# Derivative of (sin(x))^x

1. Apr 5, 2004

### The_Brain

What are the steps used to obtain the derivative of (sin(x))^x? I know it's (sin(x))^x [xcot(x) + ln(sinx)] however I don't know how to get there.

2. Apr 6, 2004

### faust9

Ahhhh a "tough" question. Most texts will show the proof for $\frac{d}{du}a^u$ and $\frac{d}{du}u^a$ where a is a constant and u is a function. What you have is a combination of the two where the base is a function raised to the power of a function.

Lets look at a simple proof that should help you with the above.

$$y=U^V$$ where u and v are variables.

$$\ln{y}=\ln{U^V}$$ we'll do a little log magic.

$$\ln{y}=V\ln{U}$$ remember how we deal with powers within log function.

$$\frac{d}{dx}(\ln{y}=V\ln{U})$$ we'll do some implicit differentiation.

$$\frac{dy}{dx}\frac{1}{y} = V\frac{1}{U}\frac{dU}{dx} + \frac{dV}{dx}\ln {U}$$ remember your chain rule.

$$\frac{dy}{dx} =y (V \frac{1}{U} \frac{dU}{dx} + \frac{dV}{dx} \ln {U})$$ move our y over remember $y=U^V$.
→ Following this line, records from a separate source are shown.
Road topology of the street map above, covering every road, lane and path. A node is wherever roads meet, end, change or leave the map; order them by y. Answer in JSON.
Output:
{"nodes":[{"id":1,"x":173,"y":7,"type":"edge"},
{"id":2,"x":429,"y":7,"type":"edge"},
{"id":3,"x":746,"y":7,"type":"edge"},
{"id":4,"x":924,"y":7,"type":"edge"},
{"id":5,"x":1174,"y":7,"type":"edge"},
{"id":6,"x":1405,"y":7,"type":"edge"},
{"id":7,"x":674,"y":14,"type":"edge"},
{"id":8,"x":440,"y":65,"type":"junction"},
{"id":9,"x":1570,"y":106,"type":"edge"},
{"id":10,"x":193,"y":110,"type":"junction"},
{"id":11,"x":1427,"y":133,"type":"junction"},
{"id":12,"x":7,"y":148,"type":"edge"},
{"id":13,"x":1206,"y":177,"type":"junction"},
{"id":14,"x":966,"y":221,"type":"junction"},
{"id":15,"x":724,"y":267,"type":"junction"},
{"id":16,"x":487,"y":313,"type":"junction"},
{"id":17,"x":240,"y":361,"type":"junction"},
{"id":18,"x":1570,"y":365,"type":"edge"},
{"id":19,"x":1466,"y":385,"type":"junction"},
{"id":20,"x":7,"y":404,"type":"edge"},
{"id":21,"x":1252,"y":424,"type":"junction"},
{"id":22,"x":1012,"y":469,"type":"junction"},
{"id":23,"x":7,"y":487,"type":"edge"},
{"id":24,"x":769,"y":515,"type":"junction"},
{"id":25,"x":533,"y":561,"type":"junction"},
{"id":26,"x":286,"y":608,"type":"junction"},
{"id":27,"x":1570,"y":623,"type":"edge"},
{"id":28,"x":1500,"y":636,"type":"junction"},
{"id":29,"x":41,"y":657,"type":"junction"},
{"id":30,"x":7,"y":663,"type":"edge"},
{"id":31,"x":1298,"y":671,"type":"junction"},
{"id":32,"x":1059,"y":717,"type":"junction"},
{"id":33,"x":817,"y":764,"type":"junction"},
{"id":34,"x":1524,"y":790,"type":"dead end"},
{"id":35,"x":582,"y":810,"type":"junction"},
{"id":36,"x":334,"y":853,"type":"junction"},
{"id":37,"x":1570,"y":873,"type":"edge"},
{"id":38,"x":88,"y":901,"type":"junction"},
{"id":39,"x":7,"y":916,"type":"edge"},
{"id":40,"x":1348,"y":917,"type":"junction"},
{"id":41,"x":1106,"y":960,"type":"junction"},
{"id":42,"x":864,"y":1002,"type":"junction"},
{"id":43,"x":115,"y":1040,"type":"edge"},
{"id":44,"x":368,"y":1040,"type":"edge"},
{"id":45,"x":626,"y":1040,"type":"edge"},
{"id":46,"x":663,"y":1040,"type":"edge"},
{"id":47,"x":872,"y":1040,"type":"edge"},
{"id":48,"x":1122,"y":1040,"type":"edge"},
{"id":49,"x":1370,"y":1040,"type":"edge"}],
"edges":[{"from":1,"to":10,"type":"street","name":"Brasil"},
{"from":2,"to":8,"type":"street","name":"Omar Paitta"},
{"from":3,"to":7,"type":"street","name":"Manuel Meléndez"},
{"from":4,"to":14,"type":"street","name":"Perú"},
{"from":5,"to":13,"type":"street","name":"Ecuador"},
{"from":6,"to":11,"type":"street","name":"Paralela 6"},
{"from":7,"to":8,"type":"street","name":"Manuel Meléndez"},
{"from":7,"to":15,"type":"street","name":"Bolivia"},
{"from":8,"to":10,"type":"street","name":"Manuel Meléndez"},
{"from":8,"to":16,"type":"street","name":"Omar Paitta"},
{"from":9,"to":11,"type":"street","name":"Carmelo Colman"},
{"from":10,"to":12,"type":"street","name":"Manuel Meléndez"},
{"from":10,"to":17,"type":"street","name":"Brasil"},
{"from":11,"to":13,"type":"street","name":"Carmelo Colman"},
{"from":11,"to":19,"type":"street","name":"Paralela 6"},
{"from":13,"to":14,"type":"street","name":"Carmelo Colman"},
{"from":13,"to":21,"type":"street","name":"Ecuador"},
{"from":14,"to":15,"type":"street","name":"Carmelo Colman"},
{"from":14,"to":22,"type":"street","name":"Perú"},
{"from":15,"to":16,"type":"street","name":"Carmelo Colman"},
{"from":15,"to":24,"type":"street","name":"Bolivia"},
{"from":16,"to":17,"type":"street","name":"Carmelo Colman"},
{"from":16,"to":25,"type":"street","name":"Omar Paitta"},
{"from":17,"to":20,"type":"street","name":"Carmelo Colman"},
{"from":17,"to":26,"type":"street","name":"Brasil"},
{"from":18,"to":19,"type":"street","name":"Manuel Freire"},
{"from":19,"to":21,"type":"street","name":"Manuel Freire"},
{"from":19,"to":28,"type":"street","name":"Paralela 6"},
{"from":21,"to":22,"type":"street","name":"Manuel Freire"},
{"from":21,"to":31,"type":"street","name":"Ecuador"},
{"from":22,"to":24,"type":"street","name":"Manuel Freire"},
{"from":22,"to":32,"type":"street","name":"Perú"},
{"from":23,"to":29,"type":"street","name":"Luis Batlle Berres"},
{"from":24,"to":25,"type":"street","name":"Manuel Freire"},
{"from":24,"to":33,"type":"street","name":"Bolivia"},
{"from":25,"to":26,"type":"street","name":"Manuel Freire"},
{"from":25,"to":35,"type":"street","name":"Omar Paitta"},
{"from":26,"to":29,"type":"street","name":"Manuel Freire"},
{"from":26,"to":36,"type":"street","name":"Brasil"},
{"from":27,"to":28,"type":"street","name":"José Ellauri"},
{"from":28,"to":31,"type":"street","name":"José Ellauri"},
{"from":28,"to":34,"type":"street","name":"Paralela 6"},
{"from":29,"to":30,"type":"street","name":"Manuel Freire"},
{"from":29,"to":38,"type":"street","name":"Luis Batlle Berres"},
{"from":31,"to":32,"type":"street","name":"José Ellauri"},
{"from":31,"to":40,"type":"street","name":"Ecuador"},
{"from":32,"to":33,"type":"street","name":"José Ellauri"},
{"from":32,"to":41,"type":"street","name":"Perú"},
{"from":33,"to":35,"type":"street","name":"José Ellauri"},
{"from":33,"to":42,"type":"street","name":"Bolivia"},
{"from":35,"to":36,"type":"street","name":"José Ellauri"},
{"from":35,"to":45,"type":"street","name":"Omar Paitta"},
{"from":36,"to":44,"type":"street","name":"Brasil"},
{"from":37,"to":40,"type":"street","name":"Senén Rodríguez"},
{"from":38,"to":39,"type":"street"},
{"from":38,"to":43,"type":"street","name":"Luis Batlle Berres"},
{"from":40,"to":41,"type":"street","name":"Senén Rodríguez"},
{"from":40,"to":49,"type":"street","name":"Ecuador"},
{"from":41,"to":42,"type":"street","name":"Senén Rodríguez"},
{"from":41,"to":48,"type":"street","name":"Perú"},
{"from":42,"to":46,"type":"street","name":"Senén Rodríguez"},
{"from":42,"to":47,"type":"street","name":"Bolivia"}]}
$$y^\prime =U^V (V U^{-1} U^\prime + V^\prime \ln {U})$$ change our notation to make things look cleaner.

thus we have
$$y^\prime = V U^{V-1} U^\prime + U^VV^\prime \ln {U}$$

The above should give you the answer you are looking for. One recomendation if you don't do this already: for rules that require a mixture of prime and non prime functions I'd make a table like this:

given
$$y=x\sin{x}$$
$$\frac{d}{dx}(y=x\sin{x})$$ you need the chain rule here.

let $$U=x$$ and $$V=\sin{x}$$
thus:$$U^\prime=1$$ and $$V^\prime=\cos{x}$$

now just plug these into the chain rule $y^{\prime}=UV^{\prime}+U^{\prime}V$

Writing your information in a clean tabular format will mean you are less likely to make a mistake when plugging in the primes and non prime functions into the rule. Just a thought.

Good Luck

3. Apr 6, 2004

### The_Brain

Of course! Differentiation by logarithms. Thanks.